I already had my plan, of course, because I always had a plan, and I’d already imagined myself carrying it out. I would park and go inside and make dinner and do everything gingerly so as not to ruin my nails. I had already decided Chuck wouldn’t notice my nails, and I had decided to use the black sesame seeds I’d bought at KTA. Salad with black sesame seeds? Brown rice with black sesame seeds?
I don’t know what it was that made me stop. But for some reason, instead of getting out of the car, I sat there instead, watching my family kick this soccer ball around. They waved when they saw me and then kept kicking. They were barefoot. Their faces looked joyful. The boys are doing well here, I thought. Thank God, because I hadn’t been sure how it would go. Cam, in particular—he had trouble with change.
And then, despite myself, and despite all my anger at him, my eyes wandered from the boys and fixed on Chuck. Chuck in his well-worn “hang-out shirt.” Chuck’s calves, which I had always liked. I was fighting myself a little. It wasn’t hard to find reasons to be angry. Shelly Shelly Shelly. Everything that had led up to Shelly—every imagined interaction between them—and everything after. And then all the other reasons I was annoyed, which had nothing to do with Shelly, but which, really, were all about her. Chuck’s drool on the pillow, which had never bothered me that much, was now a reason to spray my Shout with vengeance. Even the slow way he walked, which I used to think said something positive about how patient he was, had begun to piss me off. In the airport I’d wanted to kill him. Because in my head, I was thinking, You would probably walk faster with Shelly, you asshole.

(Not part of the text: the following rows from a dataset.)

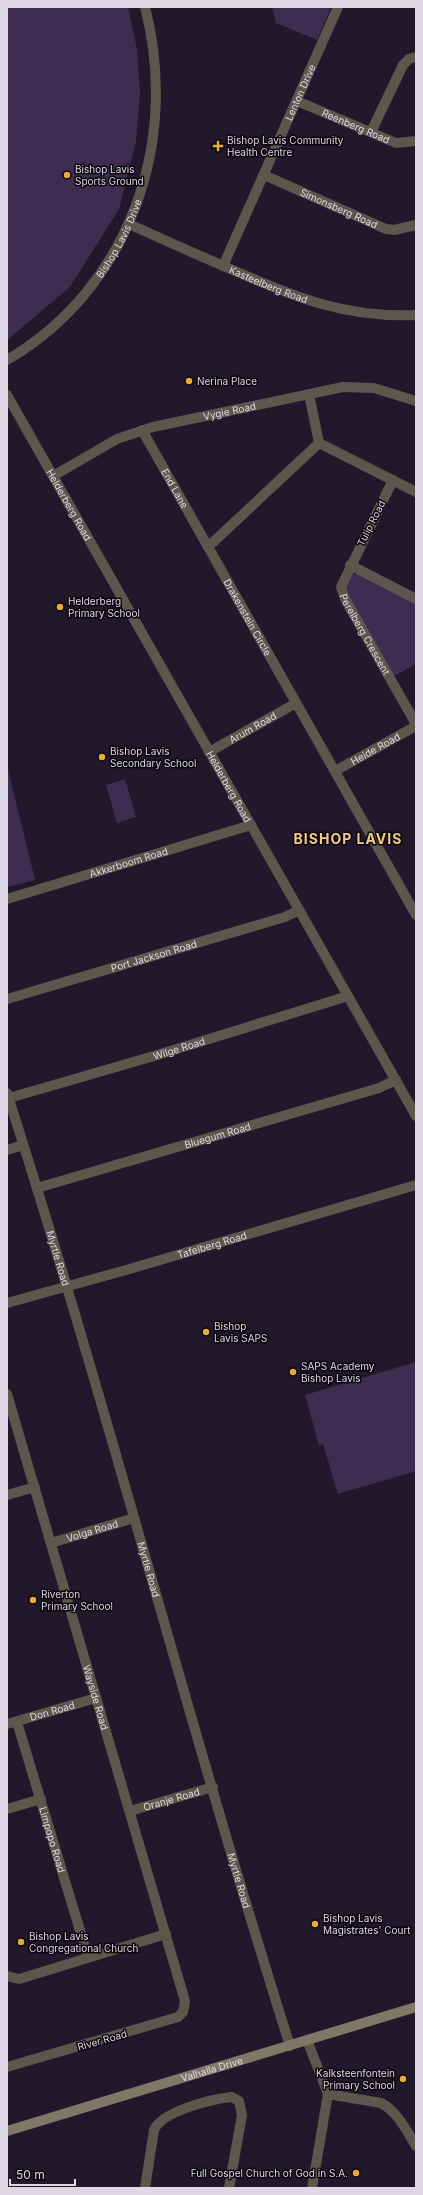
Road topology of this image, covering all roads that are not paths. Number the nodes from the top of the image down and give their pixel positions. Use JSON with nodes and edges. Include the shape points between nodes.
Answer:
{"nodes":[{"id":1,"x":145,"y":7,"type":"edge"},
{"id":2,"x":338,"y":7,"type":"edge"},
{"id":3,"x":416,"y":57,"type":"edge"},
{"id":4,"x":297,"y":101,"type":"junction"},
{"id":5,"x":371,"y":132,"type":"junction"},
{"id":6,"x":416,"y":141,"type":"edge"},
{"id":7,"x":264,"y":175,"type":"junction"},
{"id":8,"x":129,"y":224,"type":"junction"},
{"id":9,"x":416,"y":225,"type":"edge"},
{"id":10,"x":223,"y":266,"type":"junction"},
{"id":11,"x":416,"y":315,"type":"edge"},
{"id":12,"x":7,"y":360,"type":"edge"},
{"id":13,"x":309,"y":394,"type":"junction"},
{"id":14,"x":7,"y":395,"type":"edge"},
{"id":15,"x":416,"y":401,"type":"edge"},
{"id":16,"x":142,"y":430,"type":"junction"},
{"id":17,"x":319,"y":443,"type":"junction"},
{"id":18,"x":53,"y":476,"type":"junction"},
{"id":19,"x":393,"y":480,"type":"junction"},
{"id":20,"x":416,"y":492,"type":"edge"},
{"id":21,"x":208,"y":547,"type":"junction"},
{"id":22,"x":350,"y":565,"type":"junction"},
{"id":23,"x":416,"y":599,"type":"edge"},
{"id":24,"x":296,"y":703,"type":"junction"},
{"id":25,"x":416,"y":725,"type":"edge"},
{"id":26,"x":209,"y":752,"type":"junction"},
{"id":27,"x":335,"y":771,"type":"junction"},
{"id":28,"x":251,"y":825,"type":"junction"},
{"id":29,"x":7,"y":899,"type":"edge"},
{"id":30,"x":299,"y":910,"type":"junction"},
{"id":31,"x":416,"y":915,"type":"edge"},
{"id":32,"x":348,"y":996,"type":"junction"},
{"id":33,"x":7,"y":999,"type":"edge"},
{"id":34,"x":396,"y":1080,"type":"junction"},
{"id":35,"x":8,"y":1095,"type":"edge"},
{"id":36,"x":416,"y":1116,"type":"edge"},
{"id":37,"x":24,"y":1145,"type":"junction"},
{"id":38,"x":7,"y":1150,"type":"edge"},
{"id":39,"x":416,"y":1185,"type":"edge"},
{"id":40,"x":37,"y":1188,"type":"junction"},
{"id":41,"x":68,"y":1286,"type":"junction"},
{"id":42,"x":7,"y":1303,"type":"edge"},
{"id":43,"x":7,"y":1394,"type":"edge"},
{"id":44,"x":9,"y":1409,"type":"edge"},
{"id":45,"x":34,"y":1487,"type":"junction"},
{"id":46,"x":7,"y":1495,"type":"edge"},
{"id":47,"x":134,"y":1518,"type":"junction"},
{"id":48,"x":51,"y":1543,"type":"junction"},
{"id":49,"x":96,"y":1698,"type":"junction"},
{"id":50,"x":12,"y":1723,"type":"edge"},
{"id":51,"x":213,"y":1787,"type":"junction"},
{"id":52,"x":41,"y":1799,"type":"junction"},
{"id":53,"x":7,"y":1809,"type":"edge"},
{"id":54,"x":130,"y":1811,"type":"junction"},
{"id":55,"x":166,"y":1934,"type":"junction"},
{"id":56,"x":88,"y":1957,"type":"junction"},
{"id":57,"x":7,"y":1976,"type":"edge"},
{"id":58,"x":185,"y":2001,"type":"joint"},
{"id":59,"x":416,"y":2007,"type":"edge"},
{"id":60,"x":307,"y":2040,"type":"junction"},
{"id":61,"x":290,"y":2046,"type":"junction"},
{"id":62,"x":7,"y":2067,"type":"edge"},
{"id":63,"x":328,"y":2094,"type":"junction"},
{"id":64,"x":7,"y":2131,"type":"edge"},
{"id":65,"x":416,"y":2146,"type":"edge"},
{"id":66,"x":145,"y":2188,"type":"edge"},
{"id":67,"x":229,"y":2188,"type":"edge"},
{"id":68,"x":312,"y":2188,"type":"edge"}],
"edges":[{"from":1,"to":8,"type":"street","name":"Bishop Lavis Drive","via":[[155,64],[156,111],[149,167]]},
{"from":2,"to":4,"type":"street","name":"Lenton Drive"},
{"from":3,"to":5,"type":"street","via":[[403,65]]},
{"from":4,"to":5,"type":"street","name":"Reenberg Road"},
{"from":4,"to":7,"type":"street","name":"Lenton Drive"},
{"from":5,"to":6,"type":"street","name":"Reenberg Road","via":[[396,143]]},
{"from":7,"to":9,"type":"street","name":"Simonsberg Road","via":[[386,229],[394,230]]},
{"from":7,"to":10,"type":"street","name":"Lenton Drive"},
{"from":8,"to":10,"type":"street","name":"Kasteelberg Road"},
{"from":8,"to":12,"type":"street","name":"Bishop Lavis Drive","via":[[86,293],[37,340]]},
{"from":10,"to":11,"type":"street","name":"Kasteelberg Road","via":[[285,293],[328,307],[367,314]]},
{"from":13,"to":15,"type":"street","name":"Vygie Road","via":[[343,387],[359,387],[390,391]]},
{"from":13,"to":16,"type":"street","name":"Vygie Road"},
{"from":13,"to":17,"type":"street"},
{"from":14,"to":18,"type":"street","name":"Helderberg Road"},
{"from":16,"to":18,"type":"street","name":"Vygie Road","via":[[117,439]]},
{"from":16,"to":21,"type":"street","name":"End Lane"},
{"from":17,"to":19,"type":"street"},
{"from":17,"to":21,"type":"street"},
{"from":18,"to":26,"type":"street","name":"Helderberg Road"},
{"from":19,"to":20,"type":"street"},
{"from":19,"to":22,"type":"street","name":"Tulip Road"},
{"from":21,"to":24,"type":"street","name":"Drakenstein Circle"},
{"from":22,"to":23,"type":"street"},
{"from":22,"to":25,"type":"street","name":"Perelberg Crescent","via":[[342,581],[342,592]]},
{"from":24,"to":26,"type":"street","name":"Arum Road"},
{"from":24,"to":27,"type":"street","name":"Drakenstein Circle"},
{"from":25,"to":27,"type":"street","name":"Heide Road"},
{"from":26,"to":28,"type":"street","name":"Helderberg Road"},
{"from":27,"to":31,"type":"street","name":"Drakenstein Circle"},
{"from":28,"to":29,"type":"street","name":"Akkerboom Road"},
{"from":28,"to":30,"type":"street","name":"Helderberg Road"},
{"from":30,"to":32,"type":"street","name":"Helderberg Road"},
{"from":30,"to":33,"type":"street","name":"Port Jackson Road","via":[[285,917]]},
{"from":32,"to":34,"type":"street","name":"Helderberg Road"},
{"from":32,"to":35,"type":"street","name":"Wilge Road","via":[[154,1056]]},
{"from":34,"to":36,"type":"street","name":"Helderberg Road"},
{"from":34,"to":40,"type":"street","name":"Bluegum Road","via":[[379,1088]]},
{"from":35,"to":37,"type":"street","name":"Myrtle Road"},
{"from":37,"to":38,"type":"street"},
{"from":37,"to":40,"type":"street","name":"Myrtle Road"},
{"from":39,"to":41,"type":"street","name":"Tafelberg Road"},
{"from":40,"to":41,"type":"street","name":"Myrtle Road"},
{"from":41,"to":42,"type":"street","name":"Tafelberg Road"},
{"from":41,"to":47,"type":"street","name":"Myrtle Road"},
{"from":43,"to":44,"type":"street","name":"Wayside Road"},
{"from":44,"to":45,"type":"street","name":"Wayside Road"},
{"from":45,"to":46,"type":"street"},
{"from":45,"to":48,"type":"street","name":"Wayside Road"},
{"from":47,"to":48,"type":"street","name":"Volga Road"},
{"from":47,"to":51,"type":"street","name":"Myrtle Road"},
{"from":48,"to":49,"type":"street","name":"Wayside Road"},
{"from":49,"to":50,"type":"street","name":"Don Road"},
{"from":49,"to":54,"type":"street","name":"Wayside Road"},
{"from":50,"to":52,"type":"street","name":"Limpopo Road"},
{"from":51,"to":54,"type":"street","name":"Oranje Road"},
{"from":51,"to":61,"type":"street","name":"Myrtle Road"},
{"from":52,"to":53,"type":"street"},
{"from":52,"to":56,"type":"street","name":"Limpopo Road"},
{"from":54,"to":55,"type":"street","name":"Wayside Road"},
{"from":55,"to":56,"type":"street"},
{"from":55,"to":58,"type":"street","name":"Wayside Road"},
{"from":56,"to":57,"type":"street","via":[[19,1979]]},
{"from":58,"to":62,"type":"street","name":"River Road","via":[[183,2012],[178,2017]]},
{"from":59,"to":60,"type":"main road","name":"Valhalla Drive"},
{"from":60,"to":61,"type":"main road","name":"Valhalla Drive"},
{"from":60,"to":63,"type":"street"},
{"from":61,"to":64,"type":"main road","name":"Valhalla Drive"},
{"from":63,"to":65,"type":"street","via":[[381,2103],[389,2107]]},
{"from":63,"to":68,"type":"street"},
{"from":66,"to":67,"type":"street","via":[[156,2124],[168,2115],[232,2097],[239,2101],[242,2116]]}]}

But in this moment he was very hard to hate. The soccer ball was new, which meant that he’d just bought it. My husband had bought a soccer ball to kick around with our sons after school.
Even now, years into my suburban adulthood, scenes like this had the power to astound me. I had no memory of playing on lawns as a kid. And if I ever had a soccer ball, I’m sure it was stolen, and I might have been trying to sell it. Lawns during my teenage years, and after that too, and maybe also a little before, were a place to have quick sex with men who were probably in jail now. They were lawns that usually belonged to a golf course.
So yes, Chuck had failed me, but it was, compared to what it could have been, a small failure. It was also a failure that one couldn’t see just by looking at him, and this was comforting: how virtuous and clean he looked there on the grass with his sweet and dapper boys. And then there was me, the responsible mom, coming home to make dinner. No one looking at this family would have thought we were anything but innocent.
6
“Good morning, yogis.” She yawned. Her face was dewy and pale and glowing, and an orange scarf hung loosely over her shoulders.
“Normally, now,” she said, sitting taller, “I’d ring the gong, but I don’t have it with me today. I left the house in a rush. I don’t have my books either.” Her eyes landed right on me when she said, “We are creatures of habit,” and I wondered if this meant something, which of course it didn’t—we were all creatures of habit.
“Even the way you guys have organized yourselves—you’re sitting in the same way you sat last time.”
We looked at each other and smiled because it was true. Patty, Sara Beth, Kurt, and me had laid out our mats in the exact same order.